▶ Task description:
Your answer should repeat every record verbatim.

▶ Extracted material:
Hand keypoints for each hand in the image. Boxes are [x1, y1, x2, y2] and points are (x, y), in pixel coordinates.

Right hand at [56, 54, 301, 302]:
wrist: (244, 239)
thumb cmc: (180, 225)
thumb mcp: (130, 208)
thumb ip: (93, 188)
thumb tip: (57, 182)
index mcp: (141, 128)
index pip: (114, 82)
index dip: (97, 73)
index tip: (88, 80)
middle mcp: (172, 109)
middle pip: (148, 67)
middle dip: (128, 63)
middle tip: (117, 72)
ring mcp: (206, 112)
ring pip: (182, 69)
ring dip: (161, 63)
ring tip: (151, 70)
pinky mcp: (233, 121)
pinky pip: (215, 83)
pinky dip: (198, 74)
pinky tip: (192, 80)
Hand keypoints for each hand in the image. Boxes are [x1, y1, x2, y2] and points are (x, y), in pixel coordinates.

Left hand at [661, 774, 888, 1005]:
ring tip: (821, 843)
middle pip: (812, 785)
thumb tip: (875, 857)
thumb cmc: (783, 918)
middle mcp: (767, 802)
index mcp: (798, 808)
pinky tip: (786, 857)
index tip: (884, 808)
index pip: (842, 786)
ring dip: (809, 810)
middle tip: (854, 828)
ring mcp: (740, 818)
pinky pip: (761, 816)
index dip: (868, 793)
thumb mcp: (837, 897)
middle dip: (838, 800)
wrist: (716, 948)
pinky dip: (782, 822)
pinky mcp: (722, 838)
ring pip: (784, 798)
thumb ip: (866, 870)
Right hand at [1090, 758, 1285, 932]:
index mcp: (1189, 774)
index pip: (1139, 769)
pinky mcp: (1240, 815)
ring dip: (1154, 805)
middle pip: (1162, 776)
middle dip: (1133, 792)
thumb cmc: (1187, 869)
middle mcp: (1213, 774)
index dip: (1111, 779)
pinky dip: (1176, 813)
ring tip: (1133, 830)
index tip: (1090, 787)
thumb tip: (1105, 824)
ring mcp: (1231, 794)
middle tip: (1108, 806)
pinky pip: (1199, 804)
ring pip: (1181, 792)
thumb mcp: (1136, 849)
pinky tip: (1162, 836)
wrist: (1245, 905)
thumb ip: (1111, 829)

▶ Result of this exercise:
Hand keypoints for each hand in the image. Boxes are [x1, y1, x2, y2] and points are (x, y), in pixel coordinates.

Right hand at [56, 54, 301, 302]:
wrist: (244, 239)
thumb cmc: (180, 225)
thumb mcp: (130, 208)
thumb ip: (93, 188)
thumb tip: (57, 182)
index mcp: (141, 128)
index pip: (114, 82)
index dip: (97, 73)
index tip: (88, 80)
middle mcp: (172, 109)
middle pip: (148, 67)
middle dip: (128, 63)
middle tip: (117, 72)
ring mcp: (206, 112)
ring pip: (182, 69)
ring dip: (161, 63)
ring tip: (151, 70)
pinky mcp: (233, 121)
pinky pip: (215, 83)
pinky dip: (198, 74)
pinky tip: (192, 80)
Hand keypoints for each hand in the image. Boxes are [x1, y1, x2, y2] and points are (x, y), in pixel coordinates.

Left hand at [661, 774, 888, 1005]:
ring tip: (821, 843)
middle pip: (812, 785)
thumb tip: (875, 857)
thumb cmc: (783, 918)
middle mcp: (767, 802)
index mcp: (798, 808)
pinky tip: (786, 857)
index tip: (884, 808)
index pip: (842, 786)
ring dip: (809, 810)
middle tip: (854, 828)
ring mcp: (740, 818)
pinky pip: (761, 816)
index dip: (868, 793)
thumb mcp: (837, 897)
middle dip: (838, 800)
wrist: (716, 948)
pinky dip: (782, 822)
pinky mcp: (722, 838)
ring pip: (784, 798)
thumb ip: (866, 870)
Right hand at [1090, 758, 1285, 932]:
index mcp: (1189, 774)
index pip: (1139, 769)
pinky mcp: (1240, 815)
ring dip: (1154, 805)
middle pip: (1162, 776)
middle dip: (1133, 792)
thumb cmc: (1187, 869)
middle mcp: (1213, 774)
index dip: (1111, 779)
pinky dip: (1176, 813)
ring tip: (1133, 830)
index tip: (1090, 787)
thumb tip: (1105, 824)
ring mcp: (1231, 794)
middle tip: (1108, 806)
pinky pip: (1199, 804)
ring pip: (1181, 792)
thumb mcp: (1136, 849)
pinky tip: (1162, 836)
wrist: (1245, 905)
thumb ip: (1111, 829)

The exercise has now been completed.